Business communications software company 8x8 (NYSE:EGHT) will be reporting earnings tomorrow after market hours. Here's what you need to know.
8x8 met analysts' revenue expectations last quarter, reporting revenues of $179.4 million, down 2.8% year on year. It was a weak quarter for the company, with a miss of analysts' ARR (annual recurring revenue) estimates and full-year revenue guidance missing analysts' expectations.
Is 8x8 a buy or sell going into earnings? Read our full analysis here, it's free.
This quarter, analysts are expecting 8x8's revenue to decline 2.4% year on year to $178.8 million, in line with the 2.3% decrease it recorded in the same quarter last year. Adjusted earnings are expected to come in at $0.09 per share.

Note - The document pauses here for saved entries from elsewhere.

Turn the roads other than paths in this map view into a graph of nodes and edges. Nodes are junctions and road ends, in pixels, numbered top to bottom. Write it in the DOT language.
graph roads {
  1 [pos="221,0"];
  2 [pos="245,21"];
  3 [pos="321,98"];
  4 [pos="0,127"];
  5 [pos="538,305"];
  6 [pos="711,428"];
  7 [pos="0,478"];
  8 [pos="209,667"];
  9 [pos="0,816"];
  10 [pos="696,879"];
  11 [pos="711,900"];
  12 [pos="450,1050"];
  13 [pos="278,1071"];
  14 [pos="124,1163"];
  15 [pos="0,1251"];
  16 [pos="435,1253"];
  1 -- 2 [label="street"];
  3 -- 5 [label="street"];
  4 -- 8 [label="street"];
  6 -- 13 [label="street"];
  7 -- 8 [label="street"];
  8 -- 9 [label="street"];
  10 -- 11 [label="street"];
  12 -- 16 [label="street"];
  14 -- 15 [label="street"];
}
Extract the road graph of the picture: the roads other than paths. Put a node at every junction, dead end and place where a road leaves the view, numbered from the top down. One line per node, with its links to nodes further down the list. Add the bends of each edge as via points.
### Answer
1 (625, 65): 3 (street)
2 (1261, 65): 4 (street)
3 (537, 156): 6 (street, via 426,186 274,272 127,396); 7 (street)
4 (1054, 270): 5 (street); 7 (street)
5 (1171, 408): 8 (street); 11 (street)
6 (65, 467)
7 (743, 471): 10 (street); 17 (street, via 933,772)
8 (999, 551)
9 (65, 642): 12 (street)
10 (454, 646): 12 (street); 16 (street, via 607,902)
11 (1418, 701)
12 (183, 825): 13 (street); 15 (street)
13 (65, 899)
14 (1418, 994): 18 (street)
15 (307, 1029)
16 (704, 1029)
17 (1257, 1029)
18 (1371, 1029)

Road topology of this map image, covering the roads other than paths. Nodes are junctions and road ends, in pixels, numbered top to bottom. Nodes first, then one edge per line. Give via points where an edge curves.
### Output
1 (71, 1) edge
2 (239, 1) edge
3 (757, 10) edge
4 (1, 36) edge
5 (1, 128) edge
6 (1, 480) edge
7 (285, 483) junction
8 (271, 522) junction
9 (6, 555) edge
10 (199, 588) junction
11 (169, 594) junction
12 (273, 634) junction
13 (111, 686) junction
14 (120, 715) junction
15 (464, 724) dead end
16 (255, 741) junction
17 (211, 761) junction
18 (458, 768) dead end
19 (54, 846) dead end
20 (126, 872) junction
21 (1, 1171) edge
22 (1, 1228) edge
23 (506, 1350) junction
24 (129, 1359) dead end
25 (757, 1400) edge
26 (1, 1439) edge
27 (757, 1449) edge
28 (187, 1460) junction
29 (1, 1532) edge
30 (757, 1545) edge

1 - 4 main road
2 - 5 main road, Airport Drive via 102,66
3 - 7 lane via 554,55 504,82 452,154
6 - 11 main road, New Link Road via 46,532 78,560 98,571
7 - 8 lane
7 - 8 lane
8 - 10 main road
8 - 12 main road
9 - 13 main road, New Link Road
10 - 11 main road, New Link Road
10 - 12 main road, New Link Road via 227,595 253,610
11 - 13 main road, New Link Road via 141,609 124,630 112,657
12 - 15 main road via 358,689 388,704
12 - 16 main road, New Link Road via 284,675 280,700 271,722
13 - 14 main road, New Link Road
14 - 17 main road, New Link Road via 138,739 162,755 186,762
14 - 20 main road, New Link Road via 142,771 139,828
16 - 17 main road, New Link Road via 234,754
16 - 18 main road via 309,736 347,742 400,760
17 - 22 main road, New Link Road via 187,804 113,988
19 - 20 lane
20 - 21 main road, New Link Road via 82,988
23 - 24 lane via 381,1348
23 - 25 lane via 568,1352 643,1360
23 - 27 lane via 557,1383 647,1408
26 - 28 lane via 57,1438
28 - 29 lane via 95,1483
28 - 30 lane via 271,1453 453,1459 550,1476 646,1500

The majority of analysts covering the company have reconfirmed their estimates over the last 30 days, suggesting they anticipate the business to stay the course heading into earnings. 8x8 has missed Wall Street's revenue estimates four times over the last two years.
Looking at 8x8's peers in the productivity software segment, some have already reported their Q2 results, giving us a hint as to what we can expect. RingCentral delivered year-on-year revenue growth of 9.9%, beating analysts' expectations by 1.1%, and Pegasystems reported revenues up 17.7%, topping estimates by 8.1%. RingCentral traded up 5.4% following the results while Pegasystems was also up 12.7%.
Read our full analysis of RingCentral's results here and Pegasystems's results here.
Growth stocks have been quite volatile since the start of 2024, and while some of the productivity software stocks have fared somewhat better, they have not been spared, with share prices down 6% on average over the last month. 8x8 is up 11.4% during the same time and is heading into earnings with an average analyst price target of $3.8 (compared to the current share price of $2.64).